An exact transcription of all the records below is required, without any images.

---+---

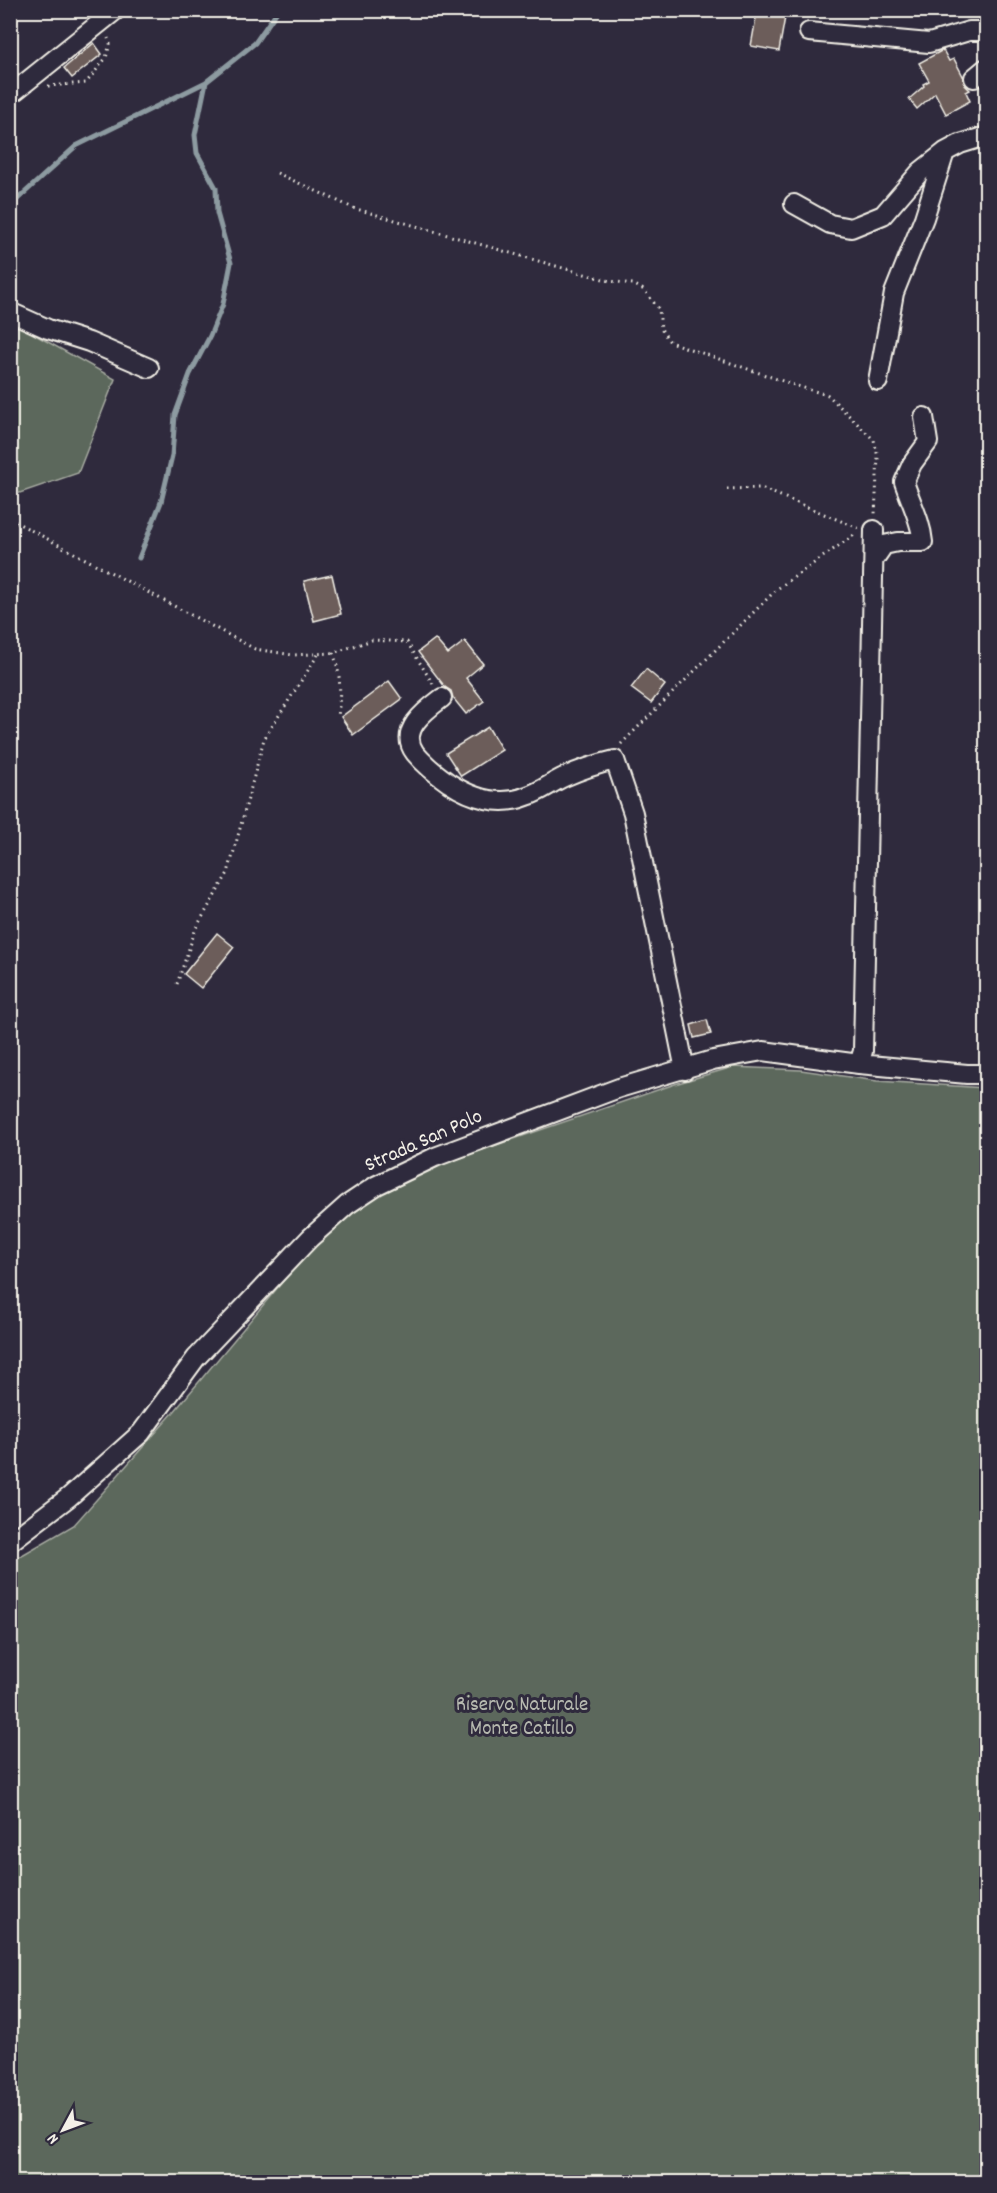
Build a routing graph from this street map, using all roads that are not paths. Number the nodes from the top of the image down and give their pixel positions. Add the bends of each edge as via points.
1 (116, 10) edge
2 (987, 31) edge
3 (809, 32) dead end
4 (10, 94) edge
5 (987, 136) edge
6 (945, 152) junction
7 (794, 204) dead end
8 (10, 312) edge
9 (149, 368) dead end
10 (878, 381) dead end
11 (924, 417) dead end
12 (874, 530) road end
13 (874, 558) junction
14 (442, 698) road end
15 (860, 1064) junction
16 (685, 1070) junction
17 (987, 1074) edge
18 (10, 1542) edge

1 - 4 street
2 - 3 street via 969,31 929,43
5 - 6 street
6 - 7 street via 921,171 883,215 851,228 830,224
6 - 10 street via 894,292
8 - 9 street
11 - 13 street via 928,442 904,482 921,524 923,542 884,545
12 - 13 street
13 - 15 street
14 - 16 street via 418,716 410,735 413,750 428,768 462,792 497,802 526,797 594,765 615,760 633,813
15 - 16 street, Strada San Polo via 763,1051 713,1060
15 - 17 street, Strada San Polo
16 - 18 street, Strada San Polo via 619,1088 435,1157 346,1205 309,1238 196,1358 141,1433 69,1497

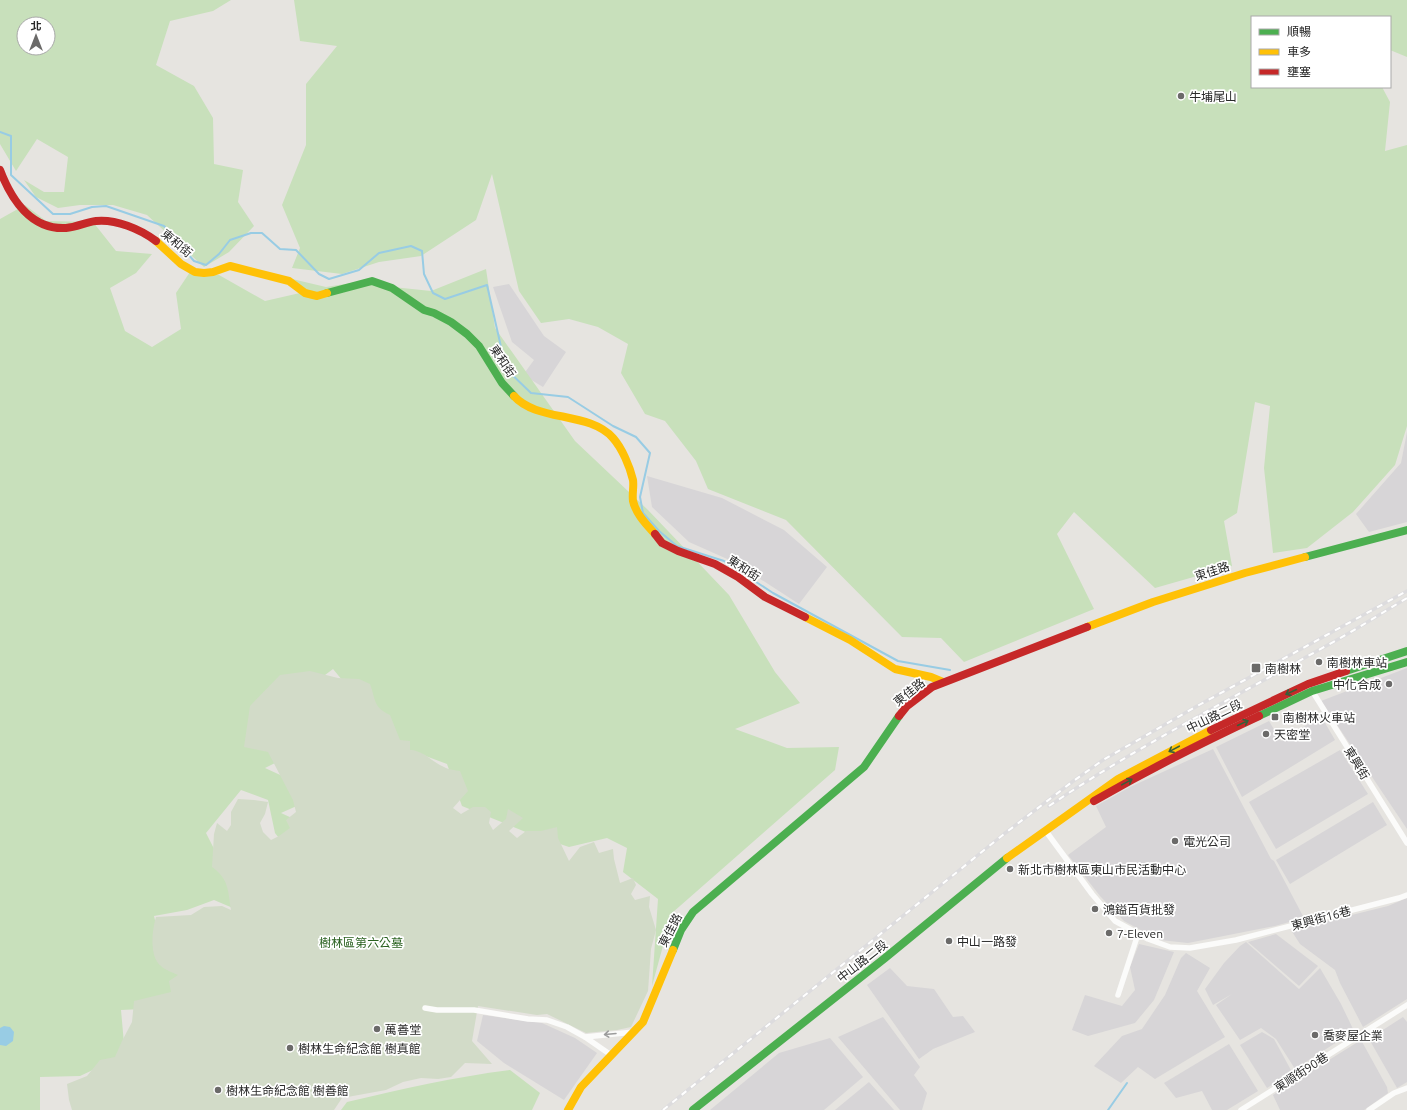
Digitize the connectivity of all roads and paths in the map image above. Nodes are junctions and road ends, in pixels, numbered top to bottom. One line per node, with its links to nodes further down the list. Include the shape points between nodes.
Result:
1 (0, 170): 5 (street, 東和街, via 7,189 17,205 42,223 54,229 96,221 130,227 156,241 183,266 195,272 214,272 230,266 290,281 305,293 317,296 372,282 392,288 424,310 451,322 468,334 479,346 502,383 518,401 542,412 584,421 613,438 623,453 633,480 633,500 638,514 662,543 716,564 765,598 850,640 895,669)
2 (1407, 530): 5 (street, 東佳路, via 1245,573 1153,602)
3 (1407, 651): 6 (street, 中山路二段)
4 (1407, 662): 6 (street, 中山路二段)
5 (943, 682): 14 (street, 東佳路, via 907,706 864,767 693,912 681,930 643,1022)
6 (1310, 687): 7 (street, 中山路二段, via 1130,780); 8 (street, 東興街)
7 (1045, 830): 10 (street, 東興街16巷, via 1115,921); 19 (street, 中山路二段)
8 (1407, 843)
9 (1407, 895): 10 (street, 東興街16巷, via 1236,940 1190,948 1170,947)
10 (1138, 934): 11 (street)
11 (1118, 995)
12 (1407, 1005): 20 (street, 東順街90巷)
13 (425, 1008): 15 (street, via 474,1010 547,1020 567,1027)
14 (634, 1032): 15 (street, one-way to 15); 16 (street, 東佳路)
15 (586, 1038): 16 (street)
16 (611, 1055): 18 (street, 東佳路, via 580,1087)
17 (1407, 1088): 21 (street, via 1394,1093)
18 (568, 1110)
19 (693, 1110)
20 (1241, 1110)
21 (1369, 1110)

---+---

# [Exercise output]
Build a routing graph from this street map, using all roads that are not paths. Number the nodes from the top of the image down and give their pixel positions. Add the bends of each edge as via points.
1 (116, 10) edge
2 (987, 31) edge
3 (809, 32) dead end
4 (10, 94) edge
5 (987, 136) edge
6 (945, 152) junction
7 (794, 204) dead end
8 (10, 312) edge
9 (149, 368) dead end
10 (878, 381) dead end
11 (924, 417) dead end
12 (874, 530) road end
13 (874, 558) junction
14 (442, 698) road end
15 (860, 1064) junction
16 (685, 1070) junction
17 (987, 1074) edge
18 (10, 1542) edge

1 - 4 street
2 - 3 street via 969,31 929,43
5 - 6 street
6 - 7 street via 921,171 883,215 851,228 830,224
6 - 10 street via 894,292
8 - 9 street
11 - 13 street via 928,442 904,482 921,524 923,542 884,545
12 - 13 street
13 - 15 street
14 - 16 street via 418,716 410,735 413,750 428,768 462,792 497,802 526,797 594,765 615,760 633,813
15 - 16 street, Strada San Polo via 763,1051 713,1060
15 - 17 street, Strada San Polo
16 - 18 street, Strada San Polo via 619,1088 435,1157 346,1205 309,1238 196,1358 141,1433 69,1497

Digitize the connectivity of all roads and paths in the map image above. Nodes are junctions and road ends, in pixels, numbered top to bottom. One line per node, with its links to nodes further down the list. Include the shape points between nodes.
Result:
1 (0, 170): 5 (street, 東和街, via 7,189 17,205 42,223 54,229 96,221 130,227 156,241 183,266 195,272 214,272 230,266 290,281 305,293 317,296 372,282 392,288 424,310 451,322 468,334 479,346 502,383 518,401 542,412 584,421 613,438 623,453 633,480 633,500 638,514 662,543 716,564 765,598 850,640 895,669)
2 (1407, 530): 5 (street, 東佳路, via 1245,573 1153,602)
3 (1407, 651): 6 (street, 中山路二段)
4 (1407, 662): 6 (street, 中山路二段)
5 (943, 682): 14 (street, 東佳路, via 907,706 864,767 693,912 681,930 643,1022)
6 (1310, 687): 7 (street, 中山路二段, via 1130,780); 8 (street, 東興街)
7 (1045, 830): 10 (street, 東興街16巷, via 1115,921); 19 (street, 中山路二段)
8 (1407, 843)
9 (1407, 895): 10 (street, 東興街16巷, via 1236,940 1190,948 1170,947)
10 (1138, 934): 11 (street)
11 (1118, 995)
12 (1407, 1005): 20 (street, 東順街90巷)
13 (425, 1008): 15 (street, via 474,1010 547,1020 567,1027)
14 (634, 1032): 15 (street, one-way to 15); 16 (street, 東佳路)
15 (586, 1038): 16 (street)
16 (611, 1055): 18 (street, 東佳路, via 580,1087)
17 (1407, 1088): 21 (street, via 1394,1093)
18 (568, 1110)
19 (693, 1110)
20 (1241, 1110)
21 (1369, 1110)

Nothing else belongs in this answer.